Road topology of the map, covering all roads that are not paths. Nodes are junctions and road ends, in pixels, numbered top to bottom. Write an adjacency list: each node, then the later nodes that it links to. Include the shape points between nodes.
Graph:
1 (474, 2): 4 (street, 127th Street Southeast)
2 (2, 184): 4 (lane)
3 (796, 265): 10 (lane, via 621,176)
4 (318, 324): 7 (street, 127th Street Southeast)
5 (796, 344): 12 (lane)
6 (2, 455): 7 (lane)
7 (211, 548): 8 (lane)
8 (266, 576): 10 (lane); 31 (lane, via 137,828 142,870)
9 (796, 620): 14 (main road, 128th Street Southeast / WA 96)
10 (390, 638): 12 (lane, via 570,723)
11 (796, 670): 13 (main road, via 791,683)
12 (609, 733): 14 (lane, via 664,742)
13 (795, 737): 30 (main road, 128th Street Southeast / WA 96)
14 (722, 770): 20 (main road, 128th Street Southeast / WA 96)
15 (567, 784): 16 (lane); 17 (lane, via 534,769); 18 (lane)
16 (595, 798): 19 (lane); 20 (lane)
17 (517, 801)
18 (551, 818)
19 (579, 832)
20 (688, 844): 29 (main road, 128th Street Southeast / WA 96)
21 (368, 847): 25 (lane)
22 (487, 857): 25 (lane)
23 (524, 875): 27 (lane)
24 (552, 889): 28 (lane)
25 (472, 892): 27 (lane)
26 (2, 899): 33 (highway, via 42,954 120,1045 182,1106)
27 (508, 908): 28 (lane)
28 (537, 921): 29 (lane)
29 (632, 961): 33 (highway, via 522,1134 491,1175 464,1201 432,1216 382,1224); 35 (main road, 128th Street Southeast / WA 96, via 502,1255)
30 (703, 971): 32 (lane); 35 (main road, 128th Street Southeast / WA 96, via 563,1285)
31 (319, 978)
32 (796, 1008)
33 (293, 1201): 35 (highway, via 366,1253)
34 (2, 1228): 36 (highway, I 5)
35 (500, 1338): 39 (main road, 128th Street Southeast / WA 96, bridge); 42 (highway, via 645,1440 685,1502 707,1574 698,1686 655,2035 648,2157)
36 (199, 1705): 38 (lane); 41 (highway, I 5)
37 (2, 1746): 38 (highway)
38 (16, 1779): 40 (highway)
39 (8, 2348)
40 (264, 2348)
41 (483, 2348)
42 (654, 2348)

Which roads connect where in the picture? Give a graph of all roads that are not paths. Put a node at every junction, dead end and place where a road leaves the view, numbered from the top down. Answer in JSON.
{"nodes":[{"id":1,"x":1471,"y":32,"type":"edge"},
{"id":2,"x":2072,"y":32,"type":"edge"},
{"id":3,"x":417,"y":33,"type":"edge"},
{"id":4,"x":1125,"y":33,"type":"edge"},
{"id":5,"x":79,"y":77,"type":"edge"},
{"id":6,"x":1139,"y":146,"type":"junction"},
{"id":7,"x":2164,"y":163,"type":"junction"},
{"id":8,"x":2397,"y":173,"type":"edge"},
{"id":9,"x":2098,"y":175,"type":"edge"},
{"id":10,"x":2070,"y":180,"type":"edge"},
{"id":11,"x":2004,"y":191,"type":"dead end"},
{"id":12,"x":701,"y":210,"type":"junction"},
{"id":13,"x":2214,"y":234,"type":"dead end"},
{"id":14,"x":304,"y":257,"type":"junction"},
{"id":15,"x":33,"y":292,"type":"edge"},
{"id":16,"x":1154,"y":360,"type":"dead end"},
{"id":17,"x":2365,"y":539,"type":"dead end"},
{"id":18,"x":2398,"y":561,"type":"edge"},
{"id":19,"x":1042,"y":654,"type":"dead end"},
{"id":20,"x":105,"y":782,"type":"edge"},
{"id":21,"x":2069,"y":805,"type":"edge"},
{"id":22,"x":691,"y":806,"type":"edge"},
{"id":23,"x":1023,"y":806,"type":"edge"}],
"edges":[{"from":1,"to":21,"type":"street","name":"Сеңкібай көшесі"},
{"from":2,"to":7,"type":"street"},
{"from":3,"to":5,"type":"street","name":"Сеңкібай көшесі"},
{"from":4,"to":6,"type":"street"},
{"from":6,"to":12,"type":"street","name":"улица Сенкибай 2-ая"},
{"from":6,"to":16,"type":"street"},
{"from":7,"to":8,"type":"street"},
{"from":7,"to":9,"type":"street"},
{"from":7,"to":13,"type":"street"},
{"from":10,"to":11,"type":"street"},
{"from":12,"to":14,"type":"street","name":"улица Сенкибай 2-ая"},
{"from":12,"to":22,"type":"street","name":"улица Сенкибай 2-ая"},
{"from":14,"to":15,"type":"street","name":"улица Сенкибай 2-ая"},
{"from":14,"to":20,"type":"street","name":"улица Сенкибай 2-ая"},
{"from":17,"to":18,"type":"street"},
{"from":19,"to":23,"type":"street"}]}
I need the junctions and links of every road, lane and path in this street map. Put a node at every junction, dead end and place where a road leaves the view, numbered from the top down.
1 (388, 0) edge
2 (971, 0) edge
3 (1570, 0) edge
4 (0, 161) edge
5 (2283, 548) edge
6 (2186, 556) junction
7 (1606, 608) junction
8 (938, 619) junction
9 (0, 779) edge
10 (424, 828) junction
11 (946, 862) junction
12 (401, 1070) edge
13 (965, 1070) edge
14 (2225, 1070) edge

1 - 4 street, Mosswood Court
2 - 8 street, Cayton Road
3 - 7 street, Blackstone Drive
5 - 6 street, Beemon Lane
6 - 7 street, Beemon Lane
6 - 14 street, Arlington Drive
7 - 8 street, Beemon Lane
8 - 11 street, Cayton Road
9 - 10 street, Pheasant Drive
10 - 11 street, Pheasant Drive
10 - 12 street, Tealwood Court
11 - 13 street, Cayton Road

## PROBLEM TO SOLVE:
Write all the records out again. Nothing may differ from the original.

## WORKED SOLUTION:
Road topology of the map, covering all roads that are not paths. Nodes are junctions and road ends, in pixels, numbered top to bottom. Write an adjacency list: each node, then the later nodes that it links to. Include the shape points between nodes.
Graph:
1 (474, 2): 4 (street, 127th Street Southeast)
2 (2, 184): 4 (lane)
3 (796, 265): 10 (lane, via 621,176)
4 (318, 324): 7 (street, 127th Street Southeast)
5 (796, 344): 12 (lane)
6 (2, 455): 7 (lane)
7 (211, 548): 8 (lane)
8 (266, 576): 10 (lane); 31 (lane, via 137,828 142,870)
9 (796, 620): 14 (main road, 128th Street Southeast / WA 96)
10 (390, 638): 12 (lane, via 570,723)
11 (796, 670): 13 (main road, via 791,683)
12 (609, 733): 14 (lane, via 664,742)
13 (795, 737): 30 (main road, 128th Street Southeast / WA 96)
14 (722, 770): 20 (main road, 128th Street Southeast / WA 96)
15 (567, 784): 16 (lane); 17 (lane, via 534,769); 18 (lane)
16 (595, 798): 19 (lane); 20 (lane)
17 (517, 801)
18 (551, 818)
19 (579, 832)
20 (688, 844): 29 (main road, 128th Street Southeast / WA 96)
21 (368, 847): 25 (lane)
22 (487, 857): 25 (lane)
23 (524, 875): 27 (lane)
24 (552, 889): 28 (lane)
25 (472, 892): 27 (lane)
26 (2, 899): 33 (highway, via 42,954 120,1045 182,1106)
27 (508, 908): 28 (lane)
28 (537, 921): 29 (lane)
29 (632, 961): 33 (highway, via 522,1134 491,1175 464,1201 432,1216 382,1224); 35 (main road, 128th Street Southeast / WA 96, via 502,1255)
30 (703, 971): 32 (lane); 35 (main road, 128th Street Southeast / WA 96, via 563,1285)
31 (319, 978)
32 (796, 1008)
33 (293, 1201): 35 (highway, via 366,1253)
34 (2, 1228): 36 (highway, I 5)
35 (500, 1338): 39 (main road, 128th Street Southeast / WA 96, bridge); 42 (highway, via 645,1440 685,1502 707,1574 698,1686 655,2035 648,2157)
36 (199, 1705): 38 (lane); 41 (highway, I 5)
37 (2, 1746): 38 (highway)
38 (16, 1779): 40 (highway)
39 (8, 2348)
40 (264, 2348)
41 (483, 2348)
42 (654, 2348)

Which roads connect where in the picture? Give a graph of all roads that are not paths. Put a node at every junction, dead end and place where a road leaves the view, numbered from the top down. Answer in JSON.
{"nodes":[{"id":1,"x":1471,"y":32,"type":"edge"},
{"id":2,"x":2072,"y":32,"type":"edge"},
{"id":3,"x":417,"y":33,"type":"edge"},
{"id":4,"x":1125,"y":33,"type":"edge"},
{"id":5,"x":79,"y":77,"type":"edge"},
{"id":6,"x":1139,"y":146,"type":"junction"},
{"id":7,"x":2164,"y":163,"type":"junction"},
{"id":8,"x":2397,"y":173,"type":"edge"},
{"id":9,"x":2098,"y":175,"type":"edge"},
{"id":10,"x":2070,"y":180,"type":"edge"},
{"id":11,"x":2004,"y":191,"type":"dead end"},
{"id":12,"x":701,"y":210,"type":"junction"},
{"id":13,"x":2214,"y":234,"type":"dead end"},
{"id":14,"x":304,"y":257,"type":"junction"},
{"id":15,"x":33,"y":292,"type":"edge"},
{"id":16,"x":1154,"y":360,"type":"dead end"},
{"id":17,"x":2365,"y":539,"type":"dead end"},
{"id":18,"x":2398,"y":561,"type":"edge"},
{"id":19,"x":1042,"y":654,"type":"dead end"},
{"id":20,"x":105,"y":782,"type":"edge"},
{"id":21,"x":2069,"y":805,"type":"edge"},
{"id":22,"x":691,"y":806,"type":"edge"},
{"id":23,"x":1023,"y":806,"type":"edge"}],
"edges":[{"from":1,"to":21,"type":"street","name":"Сеңкібай көшесі"},
{"from":2,"to":7,"type":"street"},
{"from":3,"to":5,"type":"street","name":"Сеңкібай көшесі"},
{"from":4,"to":6,"type":"street"},
{"from":6,"to":12,"type":"street","name":"улица Сенкибай 2-ая"},
{"from":6,"to":16,"type":"street"},
{"from":7,"to":8,"type":"street"},
{"from":7,"to":9,"type":"street"},
{"from":7,"to":13,"type":"street"},
{"from":10,"to":11,"type":"street"},
{"from":12,"to":14,"type":"street","name":"улица Сенкибай 2-ая"},
{"from":12,"to":22,"type":"street","name":"улица Сенкибай 2-ая"},
{"from":14,"to":15,"type":"street","name":"улица Сенкибай 2-ая"},
{"from":14,"to":20,"type":"street","name":"улица Сенкибай 2-ая"},
{"from":17,"to":18,"type":"street"},
{"from":19,"to":23,"type":"street"}]}
I need the junctions and links of every road, lane and path in this street map. Put a node at every junction, dead end and place where a road leaves the view, numbered from the top down.
1 (388, 0) edge
2 (971, 0) edge
3 (1570, 0) edge
4 (0, 161) edge
5 (2283, 548) edge
6 (2186, 556) junction
7 (1606, 608) junction
8 (938, 619) junction
9 (0, 779) edge
10 (424, 828) junction
11 (946, 862) junction
12 (401, 1070) edge
13 (965, 1070) edge
14 (2225, 1070) edge

1 - 4 street, Mosswood Court
2 - 8 street, Cayton Road
3 - 7 street, Blackstone Drive
5 - 6 street, Beemon Lane
6 - 7 street, Beemon Lane
6 - 14 street, Arlington Drive
7 - 8 street, Beemon Lane
8 - 11 street, Cayton Road
9 - 10 street, Pheasant Drive
10 - 11 street, Pheasant Drive
10 - 12 street, Tealwood Court
11 - 13 street, Cayton Road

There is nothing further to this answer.